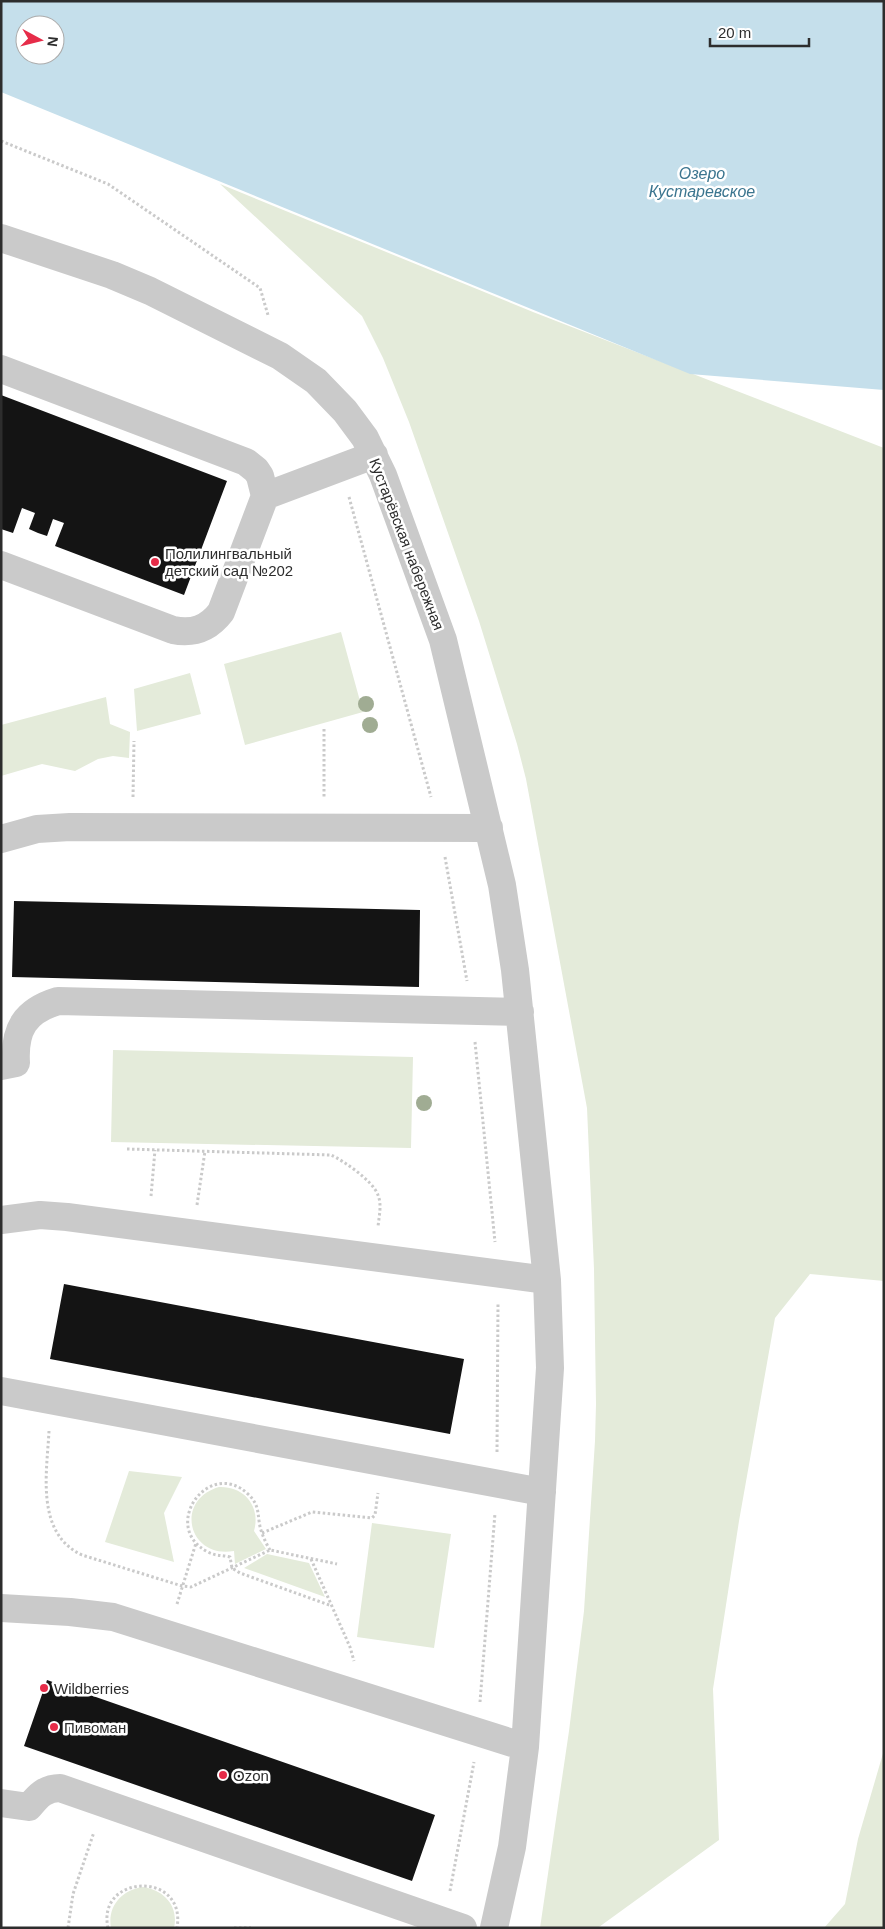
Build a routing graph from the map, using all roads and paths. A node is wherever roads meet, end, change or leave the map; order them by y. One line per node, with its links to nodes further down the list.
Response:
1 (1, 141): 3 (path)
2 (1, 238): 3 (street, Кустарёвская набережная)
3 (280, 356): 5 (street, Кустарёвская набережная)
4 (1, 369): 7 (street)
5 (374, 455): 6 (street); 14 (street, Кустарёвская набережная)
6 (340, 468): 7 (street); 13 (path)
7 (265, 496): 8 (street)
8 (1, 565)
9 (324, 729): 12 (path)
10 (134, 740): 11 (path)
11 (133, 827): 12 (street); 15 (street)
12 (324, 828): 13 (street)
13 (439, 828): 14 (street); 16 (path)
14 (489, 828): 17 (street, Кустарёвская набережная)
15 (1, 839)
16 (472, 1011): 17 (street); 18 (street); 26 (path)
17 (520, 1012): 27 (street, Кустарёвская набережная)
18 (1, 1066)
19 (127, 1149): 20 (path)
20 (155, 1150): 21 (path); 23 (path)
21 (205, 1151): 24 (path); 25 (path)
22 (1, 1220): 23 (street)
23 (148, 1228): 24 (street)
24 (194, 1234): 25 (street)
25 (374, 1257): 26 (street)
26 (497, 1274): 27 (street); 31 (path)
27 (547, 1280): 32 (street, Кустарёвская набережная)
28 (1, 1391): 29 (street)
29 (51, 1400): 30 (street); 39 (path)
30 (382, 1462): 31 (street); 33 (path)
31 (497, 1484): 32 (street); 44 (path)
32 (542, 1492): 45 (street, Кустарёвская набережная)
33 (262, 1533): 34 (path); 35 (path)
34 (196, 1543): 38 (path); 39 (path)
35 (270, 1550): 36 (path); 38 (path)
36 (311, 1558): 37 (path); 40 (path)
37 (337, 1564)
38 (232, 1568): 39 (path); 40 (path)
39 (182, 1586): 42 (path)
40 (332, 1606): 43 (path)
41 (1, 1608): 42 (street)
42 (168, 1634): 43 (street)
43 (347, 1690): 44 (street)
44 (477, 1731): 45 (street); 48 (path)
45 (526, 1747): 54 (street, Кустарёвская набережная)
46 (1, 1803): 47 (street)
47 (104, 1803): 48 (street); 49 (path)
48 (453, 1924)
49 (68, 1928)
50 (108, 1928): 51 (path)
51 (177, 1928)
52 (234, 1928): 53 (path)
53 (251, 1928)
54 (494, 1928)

★ ★ ★ ★

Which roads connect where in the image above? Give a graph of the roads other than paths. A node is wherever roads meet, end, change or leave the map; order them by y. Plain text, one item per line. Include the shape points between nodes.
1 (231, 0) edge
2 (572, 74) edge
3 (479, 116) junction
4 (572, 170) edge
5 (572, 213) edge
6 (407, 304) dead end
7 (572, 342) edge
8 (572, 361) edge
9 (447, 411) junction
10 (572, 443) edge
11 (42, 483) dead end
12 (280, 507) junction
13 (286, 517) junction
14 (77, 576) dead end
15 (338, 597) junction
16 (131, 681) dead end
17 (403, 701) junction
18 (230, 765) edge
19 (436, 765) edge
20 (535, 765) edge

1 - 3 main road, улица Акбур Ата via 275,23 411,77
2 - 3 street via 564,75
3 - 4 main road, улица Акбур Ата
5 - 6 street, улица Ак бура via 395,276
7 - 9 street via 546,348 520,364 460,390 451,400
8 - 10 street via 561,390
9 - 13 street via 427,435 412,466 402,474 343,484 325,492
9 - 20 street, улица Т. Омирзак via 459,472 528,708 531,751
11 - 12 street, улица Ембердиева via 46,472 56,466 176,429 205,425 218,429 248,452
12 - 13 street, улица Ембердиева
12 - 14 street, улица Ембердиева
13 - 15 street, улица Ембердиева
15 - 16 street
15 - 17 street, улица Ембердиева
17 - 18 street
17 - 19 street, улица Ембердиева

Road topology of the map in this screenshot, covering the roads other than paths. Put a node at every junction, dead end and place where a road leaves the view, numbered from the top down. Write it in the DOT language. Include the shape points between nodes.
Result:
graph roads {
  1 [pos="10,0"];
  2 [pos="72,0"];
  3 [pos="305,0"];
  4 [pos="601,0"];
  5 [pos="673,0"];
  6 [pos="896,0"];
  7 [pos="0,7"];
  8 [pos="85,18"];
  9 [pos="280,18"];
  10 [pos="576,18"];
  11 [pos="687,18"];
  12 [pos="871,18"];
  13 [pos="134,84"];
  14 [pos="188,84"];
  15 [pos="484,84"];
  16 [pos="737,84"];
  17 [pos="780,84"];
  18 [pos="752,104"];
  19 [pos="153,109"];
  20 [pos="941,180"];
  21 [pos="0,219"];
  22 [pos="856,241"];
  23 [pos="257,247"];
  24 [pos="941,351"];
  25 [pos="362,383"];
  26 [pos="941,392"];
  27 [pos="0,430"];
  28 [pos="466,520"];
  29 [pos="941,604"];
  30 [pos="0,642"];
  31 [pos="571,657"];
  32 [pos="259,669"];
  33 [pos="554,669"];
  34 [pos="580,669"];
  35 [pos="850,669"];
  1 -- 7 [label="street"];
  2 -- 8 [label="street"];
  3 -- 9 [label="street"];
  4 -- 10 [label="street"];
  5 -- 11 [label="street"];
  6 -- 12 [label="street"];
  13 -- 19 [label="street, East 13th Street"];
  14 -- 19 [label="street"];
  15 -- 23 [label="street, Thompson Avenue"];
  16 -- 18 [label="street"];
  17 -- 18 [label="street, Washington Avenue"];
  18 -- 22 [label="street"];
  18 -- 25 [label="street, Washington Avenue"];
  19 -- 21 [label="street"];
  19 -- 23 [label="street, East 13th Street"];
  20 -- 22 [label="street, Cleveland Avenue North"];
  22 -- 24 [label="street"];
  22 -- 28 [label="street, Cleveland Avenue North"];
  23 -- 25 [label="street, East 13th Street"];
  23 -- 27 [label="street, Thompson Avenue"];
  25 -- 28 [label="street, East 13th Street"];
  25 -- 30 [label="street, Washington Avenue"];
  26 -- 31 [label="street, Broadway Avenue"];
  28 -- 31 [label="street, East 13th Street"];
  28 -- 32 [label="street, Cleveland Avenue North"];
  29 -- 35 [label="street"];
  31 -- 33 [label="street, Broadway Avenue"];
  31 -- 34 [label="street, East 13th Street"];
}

★ ★ ★ ★

- [What to do] Using the records above, copy every line that has the word "Broadway" in it.

- [Task solution]
  26 -- 31 [label="street, Broadway Avenue"];
  31 -- 33 [label="street, Broadway Avenue"];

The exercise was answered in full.